After a miserable marriage to a man whose deception had left her children illegitimate, Martha Whitworth had despaired of knowing any true happiness for her and her three children.

Life, however, had proven there was happiness to be had for widowed women with fractured families.

Nay, life had not taught her as much… rather, her husband, Lord Graham Whitworth, had shown her that love was real and that she was deserving of it.

Her family, once divided, had been brought together by him. He’d married her. He’d given her and her children, at last, a name—an honorable one.

And much like the romantic tales she’d read as a girl, Martha might have said that hers was the happily-ever-after that young women dreamed of and most never attained.

For, everything was perfect.

Almost.

Hovering outside her husband’s office, Martha lingered in the hall… uncertain in ways she’d not been with Graham since their first meeting. But that had been before, back when he was a stranger. Back when she was still jaded and hadn’t trusted his motives for coming to her village.

And yet… in the middle of the boisterous din of the laughter and discourse between her children at the dining table, a note had arrived. Graham had read it. Pocketed it. And though he’d smiled and laughed in all the right places, attending whichever questions her daughters, Iris and Creda, had put to him, or taken part in whatever stable talk her son had for him, he’d been… different.

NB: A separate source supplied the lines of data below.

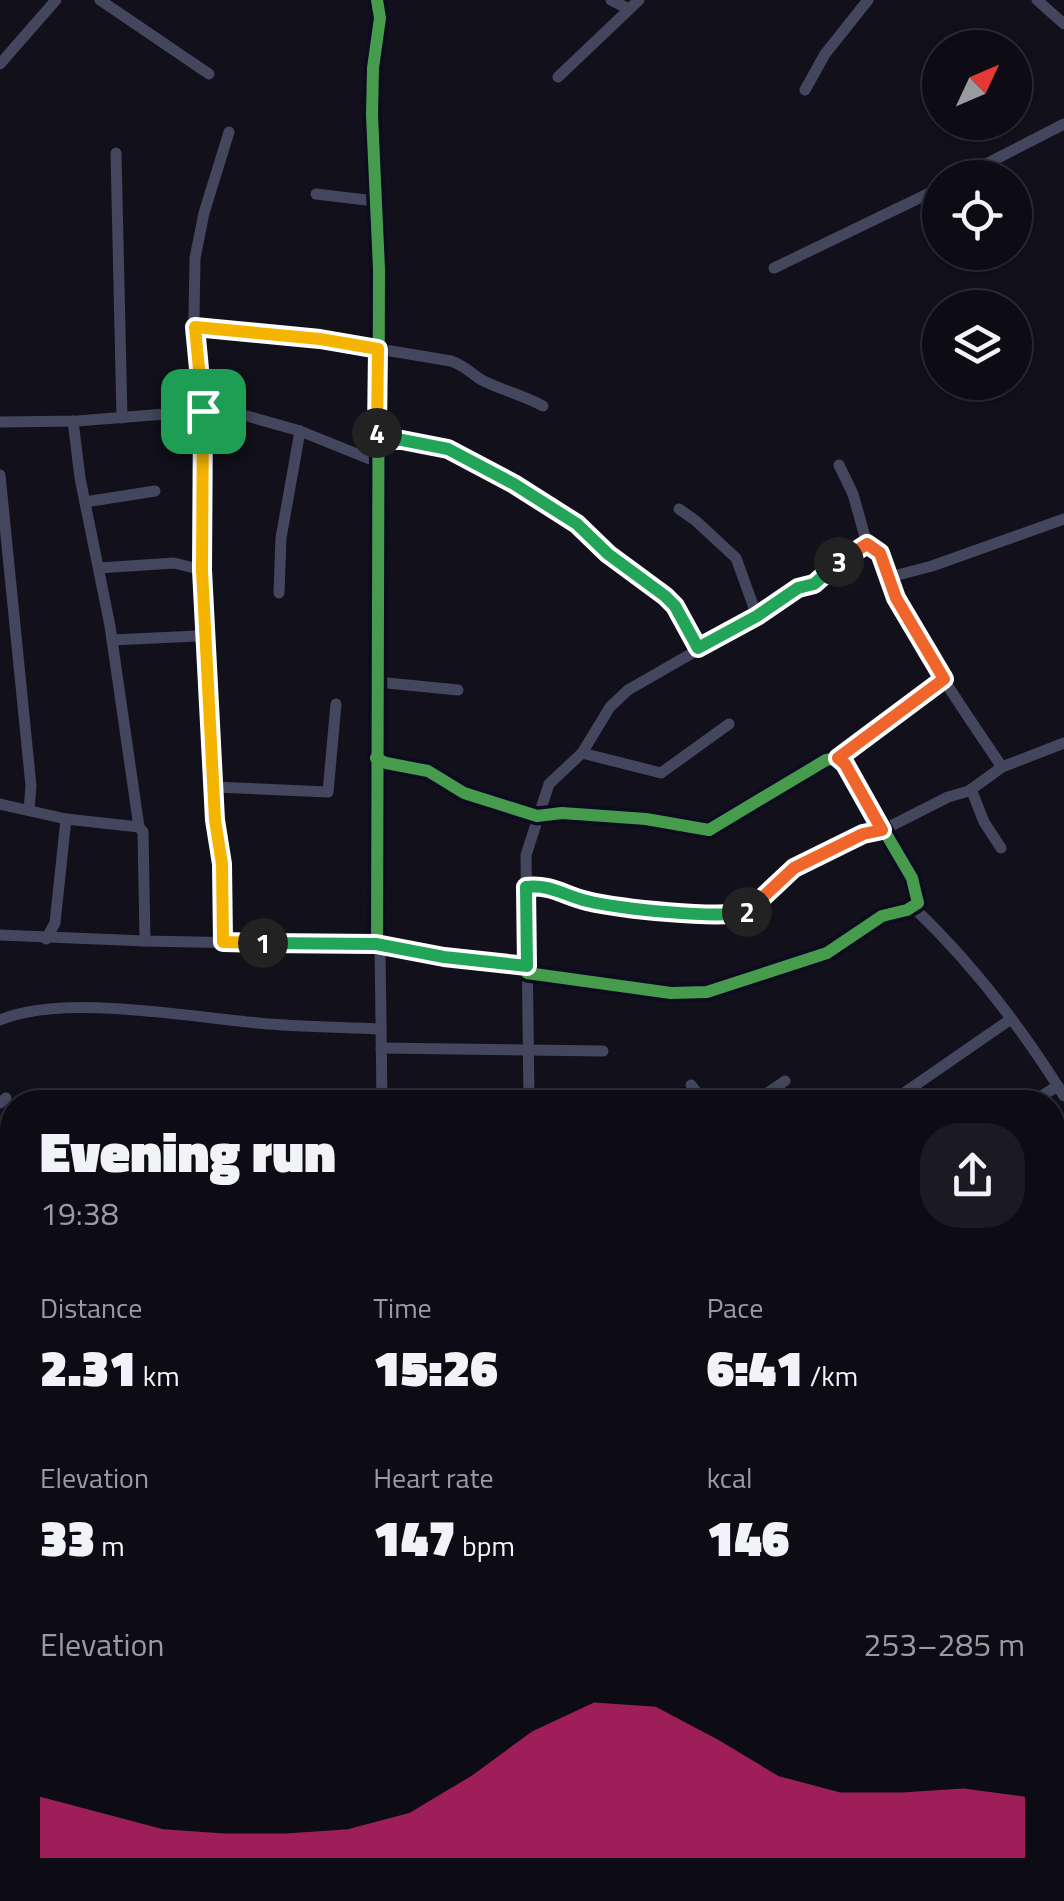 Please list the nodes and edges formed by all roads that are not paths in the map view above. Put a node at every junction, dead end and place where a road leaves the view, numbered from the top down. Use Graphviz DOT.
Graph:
graph roads {
  1 [pos="56,0"];
  2 [pos="100,0"];
  3 [pos="377,0"];
  4 [pos="611,0"];
  5 [pos="639,0"];
  6 [pos="868,0"];
  7 [pos="1037,0"];
  8 [pos="628,9"];
  9 [pos="1064,24"];
  10 [pos="0,64"];
  11 [pos="209,74"];
  12 [pos="558,76"];
  13 [pos="805,90"];
  14 [pos="1064,124"];
  15 [pos="229,132"];
  16 [pos="116,153"];
  17 [pos="994,160"];
  18 [pos="316,194"];
  19 [pos="922,197"];
  20 [pos="375,201"];
  21 [pos="774,268"];
  22 [pos="195,327"];
  23 [pos="378,349"];
  24 [pos="543,406"];
  25 [pos="203,411"];
  26 [pos="122,418"];
  27 [pos="73,421"];
  28 [pos="0,422"];
  29 [pos="300,432"];
  30 [pos="377,440"];
  31 [pos="377,462"];
  32 [pos="839,464"];
  33 [pos="0,475"];
  34 [pos="155,491"];
  35 [pos="85,502"];
  36 [pos="678,509"];
  37 [pos="1064,519"];
  38 [pos="867,544"];
  39 [pos="99,568"];
  40 [pos="202,570"];
  41 [pos="890,577"];
  42 [pos="278,593"];
  43 [pos="757,616"];
  44 [pos="197,636"];
  45 [pos="112,640"];
  46 [pos="698,648"];
  47 [pos="944,679"];
  48 [pos="377,682"];
  49 [pos="458,690"];
  50 [pos="336,704"];
  51 [pos="729,724"];
  52 [pos="1064,743"];
  53 [pos="582,753"];
  54 [pos="376,758"];
  55 [pos="838,758"];
  56 [pos="1002,767"];
  57 [pos="214,787"];
  58 [pos="971,790"];
  59 [pos="0,804"];
  60 [pos="28,810"];
  61 [pos="537,816"];
  62 [pos="66,820"];
  63 [pos="139,827"];
  64 [pos="882,830"];
  65 [pos="1001,848"];
  66 [pos="526,887"];
  67 [pos="913,907"];
  68 [pos="0,935"];
  69 [pos="46,939"];
  70 [pos="146,941"];
  71 [pos="223,942"];
  72 [pos="378,945"];
  73 [pos="527,970"];
  74 [pos="1011,1019"];
  75 [pos="0,1020"];
  76 [pos="381,1029"];
  77 [pos="381,1048"];
  78 [pos="528,1048"];
  79 [pos="603,1050"];
  80 [pos="786,1082"];
  81 [pos="692,1085"];
  82 [pos="382,1090"];
  83 [pos="529,1090"];
  84 [pos="696,1090"];
  85 [pos="773,1090"];
  86 [pos="907,1090"];
  87 [pos="1060,1090"];
  1 -- 10 [label="street"];
  2 -- 11 [label="street"];
  3 -- 20 [label="street"];
  4 -- 8 [label="street"];
  5 -- 8 [label="street"];
  6 -- 13 [label="street"];
  7 -- 9 [label="street"];
  8 -- 12 [label="street"];
  14 -- 17 [label="street"];
  15 -- 22 [label="street"];
  16 -- 26 [label="street"];
  18 -- 20 [label="street"];
  19 -- 21 [label="street"];
  20 -- 23 [label="street"];
  22 -- 23 [label="street"];
  22 -- 25 [label="street"];
  23 -- 24 [label="street"];
  23 -- 30 [label="street"];
  25 -- 26 [label="street"];
  25 -- 29 [label="street"];
  25 -- 40 [label="street"];
  26 -- 27 [label="street"];
  27 -- 28 [label="street"];
  27 -- 35 [label="street"];
  29 -- 31 [label="street"];
  29 -- 42 [label="street"];
  30 -- 31 [label="street"];
  30 -- 46 [label="street"];
  31 -- 48 [label="street"];
  32 -- 38 [label="street"];
  33 -- 60 [label="street"];
  34 -- 35 [label="street"];
  35 -- 39 [label="street"];
  36 -- 43 [label="street"];
  37 -- 41 [label="street"];
  38 -- 41 [label="street"];
  38 -- 43 [label="street"];
  39 -- 40 [label="street"];
  39 -- 45 [label="street"];
  40 -- 57 [label="street"];
  41 -- 47 [label="street"];
  43 -- 46 [label="street"];
  44 -- 45 [label="street"];
  45 -- 63 [label="street"];
  46 -- 53 [label="street"];
  47 -- 55 [label="street"];
  47 -- 56 [label="street"];
  48 -- 49 [label="street"];
  48 -- 54 [label="street"];
  50 -- 57 [label="street"];
  51 -- 53 [label="street"];
  52 -- 56 [label="street"];
  53 -- 61 [label="street"];
  54 -- 61 [label="street"];
  54 -- 72 [label="street"];
  55 -- 61 [label="street"];
  55 -- 64 [label="street"];
  56 -- 58 [label="street"];
  57 -- 71 [label="street"];
  58 -- 64 [label="street"];
  58 -- 65 [label="street"];
  59 -- 60 [label="street"];
  60 -- 62 [label="street"];
  61 -- 66 [label="street"];
  62 -- 63 [label="street"];
  62 -- 69 [label="street"];
  63 -- 70 [label="street"];
  64 -- 66 [label="street"];
  64 -- 67 [label="street"];
  66 -- 73 [label="street"];
  67 -- 73 [label="street"];
  67 -- 74 [label="street"];
  68 -- 69 [label="street"];
  69 -- 70 [label="street"];
  70 -- 71 [label="street"];
  71 -- 72 [label="street"];
  72 -- 73 [label="street"];
  72 -- 76 [label="street"];
  73 -- 78 [label="street"];
  74 -- 86 [label="street"];
  74 -- 87 [label="street"];
  75 -- 76 [label="street"];
  76 -- 77 [label="street"];
  77 -- 78 [label="street"];
  77 -- 82 [label="street"];
  78 -- 79 [label="street"];
  78 -- 83 [label="street"];
  80 -- 85 [label="street"];
  81 -- 84 [label="street"];
}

There had been a remoteness to his enthralling smile.

She brushed her fingertips over the brass door handle and then drew her hand back. Martha lifted her knuckles to knock.

“What are you doing?” she mouthed into the quiet. The long-familiar habit of speaking to herself had started after her late husband’s death and her daughters’ departure, still too recent to be vanquished. “This is Graham.” Before she faltered once more, Martha gripped the handle and let herself in.

“I was wondering if you were going to enter,” her husband said with his devilishly wicked half grin. Tossing his pen down, Graham unfurled all six feet, three inches of his towering, wiry frame.

Closing the door, Martha pressed her back against the oak panel. “Mr. Whitworth,” she greeted, testing the name that was now her own and, after just two days of marriage, so very foreign still.

His grin deepened, meeting his eyes and making her heart flutter. “Mrs. Whitworth,” he murmured, taking long, languid steps forward.

Let that be enough… Do not borrow trouble and concern where there is none.

And yet… she knew this man. As such, when Graham stopped several steps away, the earlier distance between them now erased, Martha identified the absence of the slightest dimple in his right cheek.

Fighting back the unease needling around her lower belly, she forced a smile of her own.

They spoke at the same time.

“Is everything—?”

“Are the children—?”

Martha and Graham both ceased talking. Bowing his head, Graham motioned for her to continue.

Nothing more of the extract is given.